* [HOW TO COMPLETE THIS TASK]: Your task is to transcribe the lines from the start of the data below through the line containing "Write the network", inclusive, exactly as they stand and without the pictures.

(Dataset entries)
/---

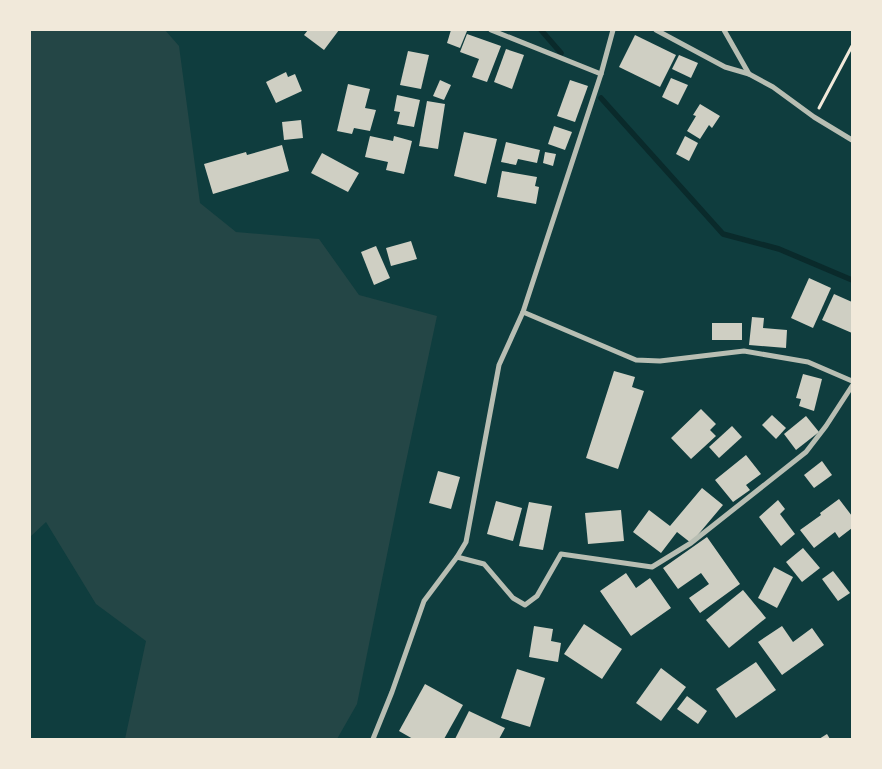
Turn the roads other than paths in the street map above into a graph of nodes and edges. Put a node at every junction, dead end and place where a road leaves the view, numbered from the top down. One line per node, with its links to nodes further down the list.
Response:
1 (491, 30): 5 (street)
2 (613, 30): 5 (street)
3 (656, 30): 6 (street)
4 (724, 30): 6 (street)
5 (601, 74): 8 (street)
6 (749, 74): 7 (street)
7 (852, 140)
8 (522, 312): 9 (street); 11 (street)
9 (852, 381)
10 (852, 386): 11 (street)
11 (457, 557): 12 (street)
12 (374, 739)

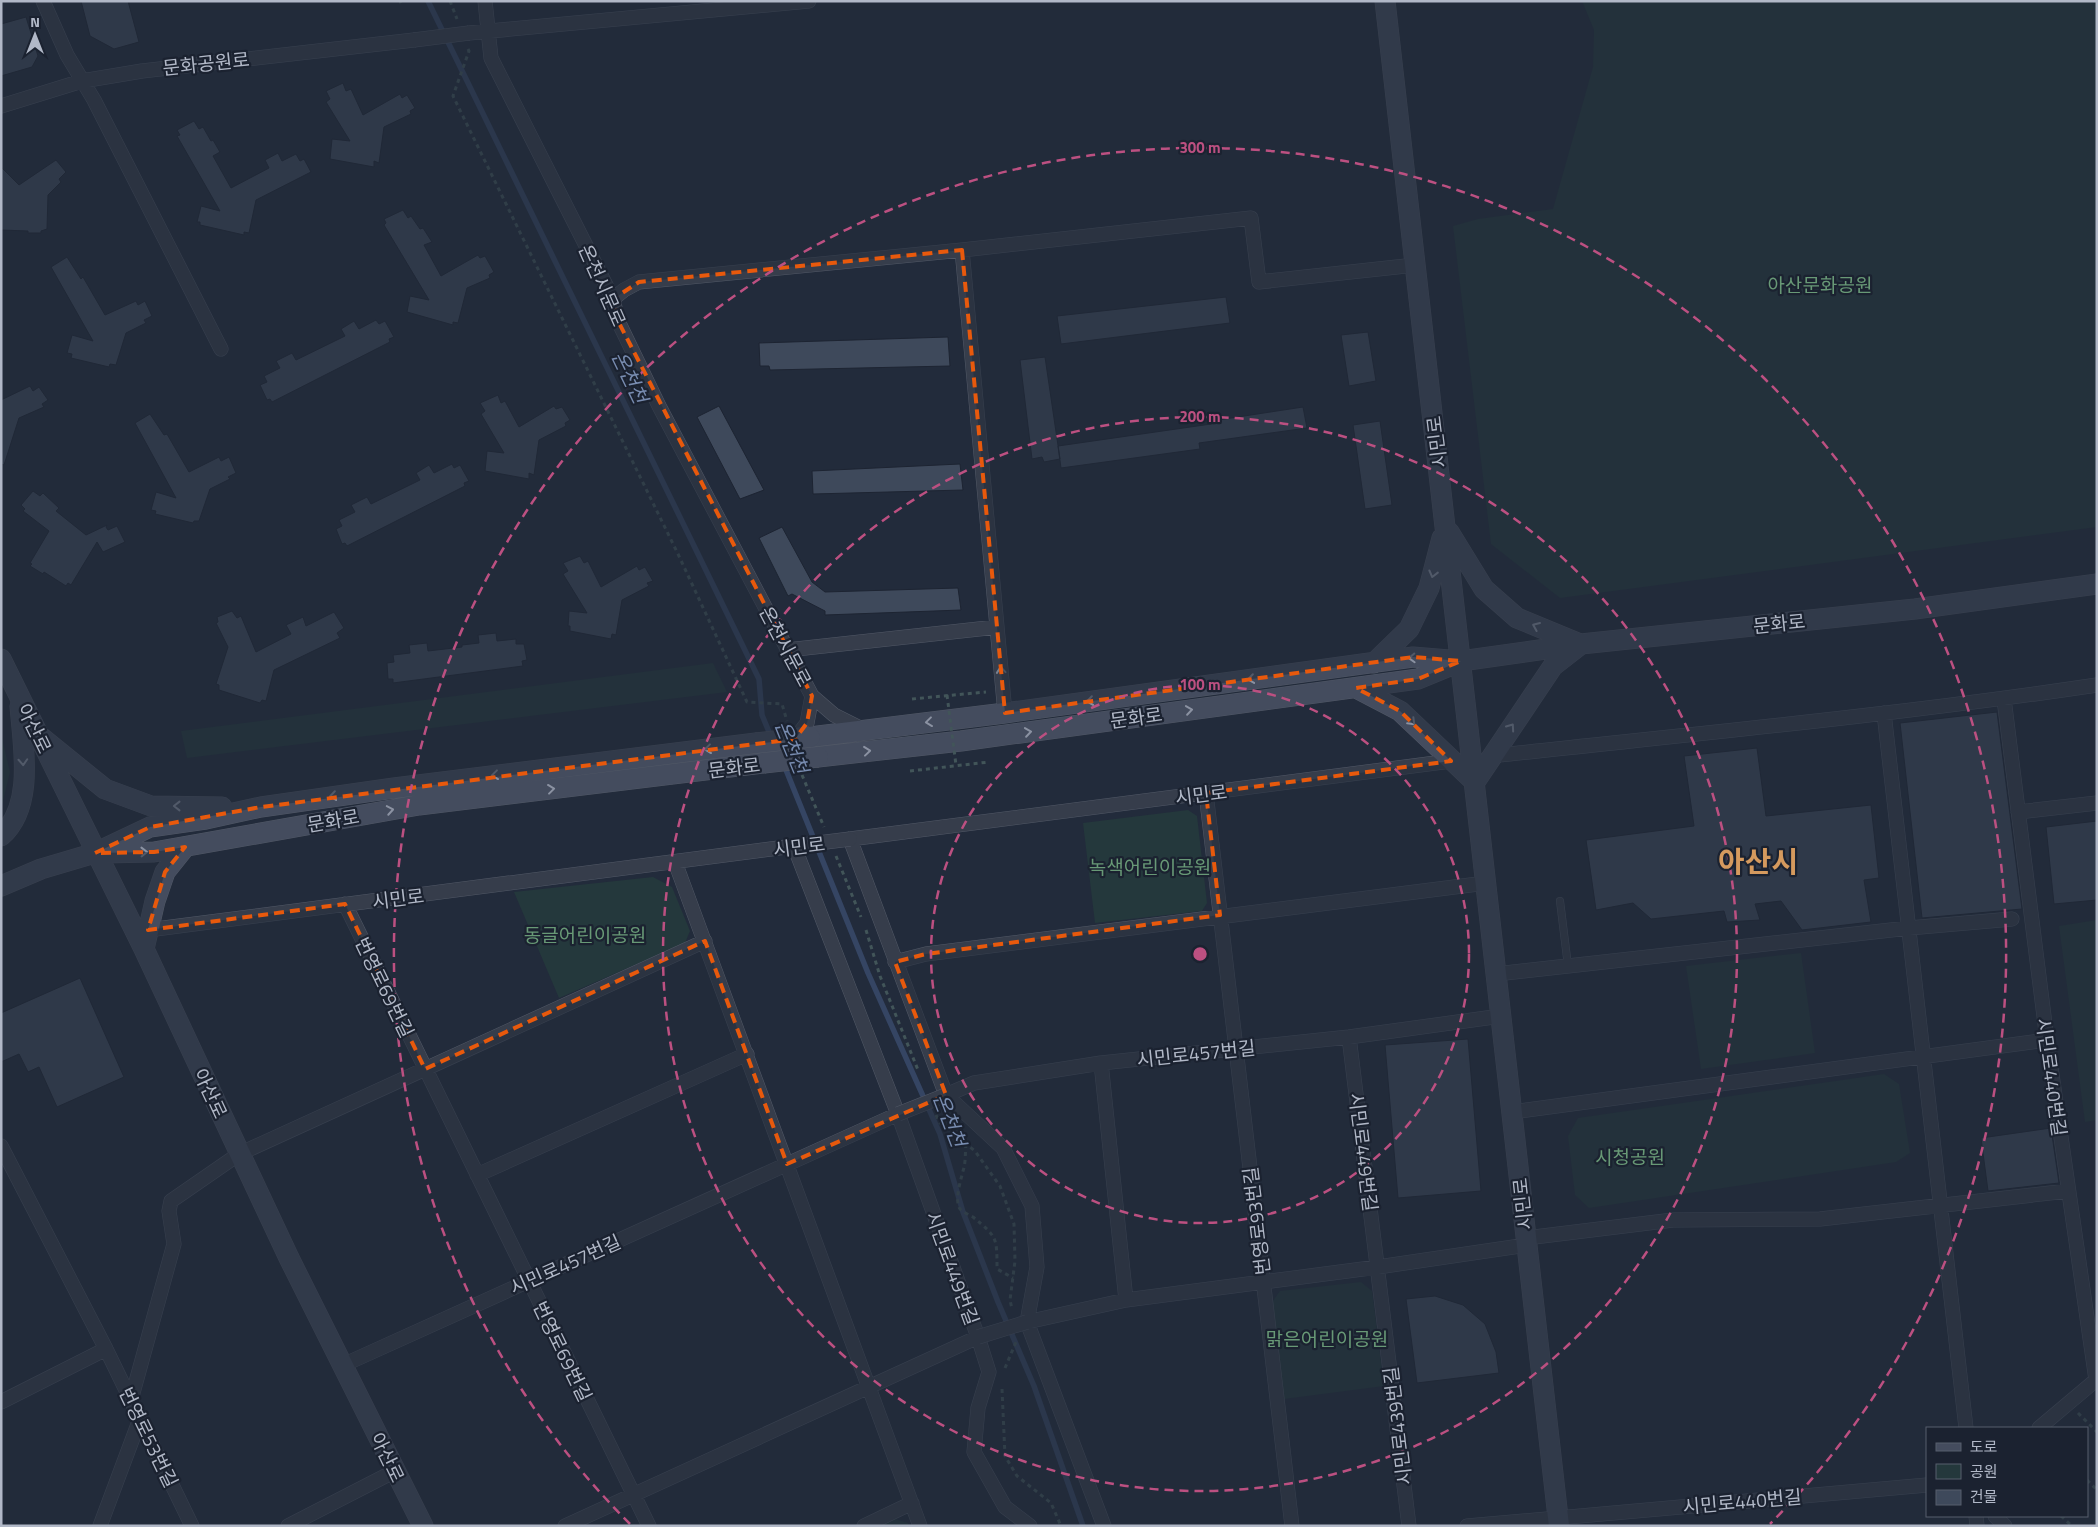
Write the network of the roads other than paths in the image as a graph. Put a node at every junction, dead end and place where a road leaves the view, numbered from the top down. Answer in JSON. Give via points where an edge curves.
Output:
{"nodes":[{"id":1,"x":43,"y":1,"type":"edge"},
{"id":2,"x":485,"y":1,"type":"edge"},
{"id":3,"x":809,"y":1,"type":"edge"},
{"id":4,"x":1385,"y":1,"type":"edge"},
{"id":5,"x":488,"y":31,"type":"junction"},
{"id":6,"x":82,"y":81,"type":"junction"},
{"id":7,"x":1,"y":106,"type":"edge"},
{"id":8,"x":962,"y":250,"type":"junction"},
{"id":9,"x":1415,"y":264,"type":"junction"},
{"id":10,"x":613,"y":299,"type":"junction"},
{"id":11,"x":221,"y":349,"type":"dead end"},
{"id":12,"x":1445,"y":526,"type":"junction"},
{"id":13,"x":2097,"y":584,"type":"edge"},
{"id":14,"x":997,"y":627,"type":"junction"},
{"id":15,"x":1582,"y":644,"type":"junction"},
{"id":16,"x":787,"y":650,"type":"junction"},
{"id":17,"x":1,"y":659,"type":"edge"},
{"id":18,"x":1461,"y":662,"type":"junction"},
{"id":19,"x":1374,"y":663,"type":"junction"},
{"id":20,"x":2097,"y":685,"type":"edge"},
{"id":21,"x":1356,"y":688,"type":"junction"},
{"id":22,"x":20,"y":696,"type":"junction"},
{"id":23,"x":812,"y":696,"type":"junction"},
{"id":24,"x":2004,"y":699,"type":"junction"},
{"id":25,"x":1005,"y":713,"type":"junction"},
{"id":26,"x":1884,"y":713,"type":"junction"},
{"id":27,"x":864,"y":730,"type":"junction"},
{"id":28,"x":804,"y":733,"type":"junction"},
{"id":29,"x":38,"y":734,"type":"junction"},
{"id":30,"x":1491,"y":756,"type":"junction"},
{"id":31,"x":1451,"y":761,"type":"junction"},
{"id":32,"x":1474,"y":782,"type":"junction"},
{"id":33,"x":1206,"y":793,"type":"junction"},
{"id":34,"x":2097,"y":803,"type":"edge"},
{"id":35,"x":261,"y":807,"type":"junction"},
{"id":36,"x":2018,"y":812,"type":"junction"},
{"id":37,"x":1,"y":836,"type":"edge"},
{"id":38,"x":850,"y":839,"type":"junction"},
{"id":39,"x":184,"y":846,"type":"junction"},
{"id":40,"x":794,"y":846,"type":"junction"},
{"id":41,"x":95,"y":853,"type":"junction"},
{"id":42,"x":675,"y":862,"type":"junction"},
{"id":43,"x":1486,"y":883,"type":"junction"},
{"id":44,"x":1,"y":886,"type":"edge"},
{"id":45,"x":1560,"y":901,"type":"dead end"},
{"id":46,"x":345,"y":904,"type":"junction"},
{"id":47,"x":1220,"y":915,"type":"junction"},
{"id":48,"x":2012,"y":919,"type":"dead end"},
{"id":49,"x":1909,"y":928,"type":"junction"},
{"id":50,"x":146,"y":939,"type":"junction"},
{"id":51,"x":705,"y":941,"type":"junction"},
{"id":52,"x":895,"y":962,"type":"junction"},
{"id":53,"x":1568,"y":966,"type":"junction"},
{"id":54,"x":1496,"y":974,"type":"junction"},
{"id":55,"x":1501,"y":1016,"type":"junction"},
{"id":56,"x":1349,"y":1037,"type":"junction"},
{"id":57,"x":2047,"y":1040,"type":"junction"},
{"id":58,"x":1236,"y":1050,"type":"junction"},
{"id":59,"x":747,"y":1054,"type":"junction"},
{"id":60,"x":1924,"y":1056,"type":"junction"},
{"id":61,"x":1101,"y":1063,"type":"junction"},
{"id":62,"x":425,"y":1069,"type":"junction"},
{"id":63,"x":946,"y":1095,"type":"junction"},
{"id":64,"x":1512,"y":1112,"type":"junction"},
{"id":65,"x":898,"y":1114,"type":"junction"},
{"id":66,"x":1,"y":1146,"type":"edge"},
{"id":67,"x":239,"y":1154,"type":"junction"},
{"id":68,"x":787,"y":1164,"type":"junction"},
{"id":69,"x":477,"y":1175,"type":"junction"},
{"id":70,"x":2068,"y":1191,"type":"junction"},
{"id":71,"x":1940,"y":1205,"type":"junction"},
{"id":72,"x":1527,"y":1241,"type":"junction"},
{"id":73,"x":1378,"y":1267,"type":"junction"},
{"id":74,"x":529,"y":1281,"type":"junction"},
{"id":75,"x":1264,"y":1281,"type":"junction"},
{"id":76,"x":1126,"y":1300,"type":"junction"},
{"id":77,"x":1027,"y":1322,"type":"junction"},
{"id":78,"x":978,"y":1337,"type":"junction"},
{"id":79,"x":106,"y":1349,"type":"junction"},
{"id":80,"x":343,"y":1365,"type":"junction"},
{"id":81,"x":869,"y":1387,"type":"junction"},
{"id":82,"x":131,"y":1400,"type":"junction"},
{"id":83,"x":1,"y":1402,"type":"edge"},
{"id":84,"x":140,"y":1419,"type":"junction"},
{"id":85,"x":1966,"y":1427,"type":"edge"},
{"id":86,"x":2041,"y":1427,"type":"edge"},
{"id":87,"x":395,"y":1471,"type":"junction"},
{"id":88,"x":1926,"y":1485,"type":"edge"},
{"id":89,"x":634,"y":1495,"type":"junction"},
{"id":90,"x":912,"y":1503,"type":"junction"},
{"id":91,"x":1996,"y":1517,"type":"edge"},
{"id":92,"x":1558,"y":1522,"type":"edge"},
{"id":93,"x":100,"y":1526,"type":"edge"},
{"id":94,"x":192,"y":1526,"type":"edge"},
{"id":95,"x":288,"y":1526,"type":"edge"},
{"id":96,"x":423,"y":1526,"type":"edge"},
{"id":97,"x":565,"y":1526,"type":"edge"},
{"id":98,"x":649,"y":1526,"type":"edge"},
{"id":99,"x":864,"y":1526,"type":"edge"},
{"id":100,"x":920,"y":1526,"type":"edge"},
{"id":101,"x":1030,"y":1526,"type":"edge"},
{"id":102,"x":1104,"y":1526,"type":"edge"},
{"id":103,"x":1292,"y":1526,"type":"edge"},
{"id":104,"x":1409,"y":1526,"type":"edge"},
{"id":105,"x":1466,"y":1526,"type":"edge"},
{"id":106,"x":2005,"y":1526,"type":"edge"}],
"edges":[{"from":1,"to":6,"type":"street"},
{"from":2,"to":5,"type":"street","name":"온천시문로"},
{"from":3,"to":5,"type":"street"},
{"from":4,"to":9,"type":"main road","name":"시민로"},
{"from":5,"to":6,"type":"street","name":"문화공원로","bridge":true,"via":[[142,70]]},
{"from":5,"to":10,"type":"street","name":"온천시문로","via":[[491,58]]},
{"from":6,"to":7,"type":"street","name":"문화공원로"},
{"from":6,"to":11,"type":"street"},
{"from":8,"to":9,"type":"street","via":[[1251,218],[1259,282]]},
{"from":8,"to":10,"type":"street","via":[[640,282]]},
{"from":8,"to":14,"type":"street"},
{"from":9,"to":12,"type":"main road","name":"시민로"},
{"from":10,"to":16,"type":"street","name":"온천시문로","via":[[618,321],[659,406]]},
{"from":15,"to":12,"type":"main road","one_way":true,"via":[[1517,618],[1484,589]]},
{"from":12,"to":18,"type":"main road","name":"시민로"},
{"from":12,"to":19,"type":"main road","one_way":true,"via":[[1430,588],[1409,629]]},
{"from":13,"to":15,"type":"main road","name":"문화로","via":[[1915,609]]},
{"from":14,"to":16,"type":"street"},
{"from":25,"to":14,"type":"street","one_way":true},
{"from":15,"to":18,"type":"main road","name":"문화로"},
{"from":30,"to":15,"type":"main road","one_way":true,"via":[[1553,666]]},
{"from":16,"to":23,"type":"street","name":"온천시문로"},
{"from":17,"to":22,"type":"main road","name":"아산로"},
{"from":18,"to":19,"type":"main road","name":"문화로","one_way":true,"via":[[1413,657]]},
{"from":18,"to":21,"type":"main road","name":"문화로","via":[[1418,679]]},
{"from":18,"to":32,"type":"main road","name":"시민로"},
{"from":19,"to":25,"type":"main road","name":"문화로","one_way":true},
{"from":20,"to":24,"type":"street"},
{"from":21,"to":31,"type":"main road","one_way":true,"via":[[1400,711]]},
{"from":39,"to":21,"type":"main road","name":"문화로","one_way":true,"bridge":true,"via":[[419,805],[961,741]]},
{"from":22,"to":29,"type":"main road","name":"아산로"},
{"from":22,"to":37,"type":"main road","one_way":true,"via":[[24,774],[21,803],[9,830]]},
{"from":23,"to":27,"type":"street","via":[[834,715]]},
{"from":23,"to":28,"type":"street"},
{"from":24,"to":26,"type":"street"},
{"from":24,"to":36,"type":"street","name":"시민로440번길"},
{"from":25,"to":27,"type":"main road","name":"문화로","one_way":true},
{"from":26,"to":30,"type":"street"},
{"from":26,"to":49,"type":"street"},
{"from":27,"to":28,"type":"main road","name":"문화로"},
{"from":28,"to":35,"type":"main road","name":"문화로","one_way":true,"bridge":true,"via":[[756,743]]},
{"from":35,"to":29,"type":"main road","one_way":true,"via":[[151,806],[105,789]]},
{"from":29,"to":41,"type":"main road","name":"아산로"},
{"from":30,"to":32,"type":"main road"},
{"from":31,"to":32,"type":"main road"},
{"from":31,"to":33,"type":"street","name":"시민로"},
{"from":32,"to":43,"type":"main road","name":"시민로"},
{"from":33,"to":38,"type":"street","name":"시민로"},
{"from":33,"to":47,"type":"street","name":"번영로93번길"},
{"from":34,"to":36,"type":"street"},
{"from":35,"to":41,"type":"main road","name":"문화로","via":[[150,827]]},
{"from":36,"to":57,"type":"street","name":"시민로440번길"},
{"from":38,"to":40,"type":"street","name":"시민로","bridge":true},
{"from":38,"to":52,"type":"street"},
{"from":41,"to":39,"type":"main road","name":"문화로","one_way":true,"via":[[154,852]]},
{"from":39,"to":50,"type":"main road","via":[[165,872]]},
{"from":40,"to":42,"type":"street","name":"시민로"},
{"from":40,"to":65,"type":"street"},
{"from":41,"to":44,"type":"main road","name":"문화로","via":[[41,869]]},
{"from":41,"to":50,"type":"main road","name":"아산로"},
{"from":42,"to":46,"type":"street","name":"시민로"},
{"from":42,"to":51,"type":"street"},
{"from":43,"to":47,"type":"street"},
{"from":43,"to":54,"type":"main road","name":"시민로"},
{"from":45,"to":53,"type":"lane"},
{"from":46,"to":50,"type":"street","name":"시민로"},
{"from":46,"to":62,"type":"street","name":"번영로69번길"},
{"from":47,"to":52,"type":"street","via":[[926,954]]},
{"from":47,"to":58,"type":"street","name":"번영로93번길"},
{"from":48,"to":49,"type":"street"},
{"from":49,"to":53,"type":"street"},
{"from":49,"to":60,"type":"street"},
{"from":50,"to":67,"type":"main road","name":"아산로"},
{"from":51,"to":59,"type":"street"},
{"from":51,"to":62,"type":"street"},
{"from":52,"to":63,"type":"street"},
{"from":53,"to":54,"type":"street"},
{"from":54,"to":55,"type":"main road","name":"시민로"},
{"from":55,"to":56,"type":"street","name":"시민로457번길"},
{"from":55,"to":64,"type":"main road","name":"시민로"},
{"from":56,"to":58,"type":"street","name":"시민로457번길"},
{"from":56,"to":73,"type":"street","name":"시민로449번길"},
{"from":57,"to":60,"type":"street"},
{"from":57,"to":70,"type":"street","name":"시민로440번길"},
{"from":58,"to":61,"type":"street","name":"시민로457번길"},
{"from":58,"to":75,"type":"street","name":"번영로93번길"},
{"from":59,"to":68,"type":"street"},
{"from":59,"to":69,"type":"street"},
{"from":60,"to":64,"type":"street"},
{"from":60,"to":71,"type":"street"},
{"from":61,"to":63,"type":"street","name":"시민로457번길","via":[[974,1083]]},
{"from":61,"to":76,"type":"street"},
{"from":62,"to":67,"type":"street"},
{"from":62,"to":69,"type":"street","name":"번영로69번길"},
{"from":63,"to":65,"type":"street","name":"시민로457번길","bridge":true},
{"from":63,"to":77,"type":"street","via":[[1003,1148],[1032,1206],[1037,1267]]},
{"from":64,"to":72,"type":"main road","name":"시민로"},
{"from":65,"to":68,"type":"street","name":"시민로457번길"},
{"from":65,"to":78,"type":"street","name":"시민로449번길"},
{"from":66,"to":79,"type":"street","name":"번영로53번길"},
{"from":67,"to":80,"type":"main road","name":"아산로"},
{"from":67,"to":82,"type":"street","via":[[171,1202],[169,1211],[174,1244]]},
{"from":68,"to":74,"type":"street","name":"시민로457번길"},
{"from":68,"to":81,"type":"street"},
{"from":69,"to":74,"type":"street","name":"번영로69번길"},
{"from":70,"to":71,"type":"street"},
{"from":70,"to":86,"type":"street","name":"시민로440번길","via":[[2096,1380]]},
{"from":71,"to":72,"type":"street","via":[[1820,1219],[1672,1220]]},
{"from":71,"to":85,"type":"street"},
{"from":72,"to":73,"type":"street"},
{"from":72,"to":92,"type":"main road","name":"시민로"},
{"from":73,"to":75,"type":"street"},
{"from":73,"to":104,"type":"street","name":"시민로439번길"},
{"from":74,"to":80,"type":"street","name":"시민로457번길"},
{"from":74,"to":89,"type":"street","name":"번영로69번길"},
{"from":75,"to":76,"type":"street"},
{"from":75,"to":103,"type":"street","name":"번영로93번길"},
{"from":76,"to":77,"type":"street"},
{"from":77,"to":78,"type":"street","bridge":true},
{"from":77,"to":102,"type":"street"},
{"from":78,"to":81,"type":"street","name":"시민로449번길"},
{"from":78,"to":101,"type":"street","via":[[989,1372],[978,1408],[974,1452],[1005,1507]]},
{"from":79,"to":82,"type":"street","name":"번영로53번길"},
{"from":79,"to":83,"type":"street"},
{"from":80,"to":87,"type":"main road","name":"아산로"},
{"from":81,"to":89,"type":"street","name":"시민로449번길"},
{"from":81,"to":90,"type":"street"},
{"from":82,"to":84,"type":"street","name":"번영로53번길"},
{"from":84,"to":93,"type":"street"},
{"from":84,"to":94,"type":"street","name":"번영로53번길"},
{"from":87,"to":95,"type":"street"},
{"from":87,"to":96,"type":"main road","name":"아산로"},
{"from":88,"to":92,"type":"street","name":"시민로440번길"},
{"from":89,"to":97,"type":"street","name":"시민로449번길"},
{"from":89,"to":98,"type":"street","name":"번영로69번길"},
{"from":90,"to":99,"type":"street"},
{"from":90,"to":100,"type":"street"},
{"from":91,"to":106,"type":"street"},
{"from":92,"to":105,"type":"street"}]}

\---

* [OUTPUT OF THE TASK]:
Turn the roads other than paths in the street map above into a graph of nodes and edges. Put a node at every junction, dead end and place where a road leaves the view, numbered from the top down. One line per node, with its links to nodes further down the list.
Response:
1 (491, 30): 5 (street)
2 (613, 30): 5 (street)
3 (656, 30): 6 (street)
4 (724, 30): 6 (street)
5 (601, 74): 8 (street)
6 (749, 74): 7 (street)
7 (852, 140)
8 (522, 312): 9 (street); 11 (street)
9 (852, 381)
10 (852, 386): 11 (street)
11 (457, 557): 12 (street)
12 (374, 739)

Write the network of the roads other than paths in the image as a graph. Put a node at every junction, dead end and place where a road leaves the view, numbered from the top down. Answer in JSON. Give via points where an edge curves.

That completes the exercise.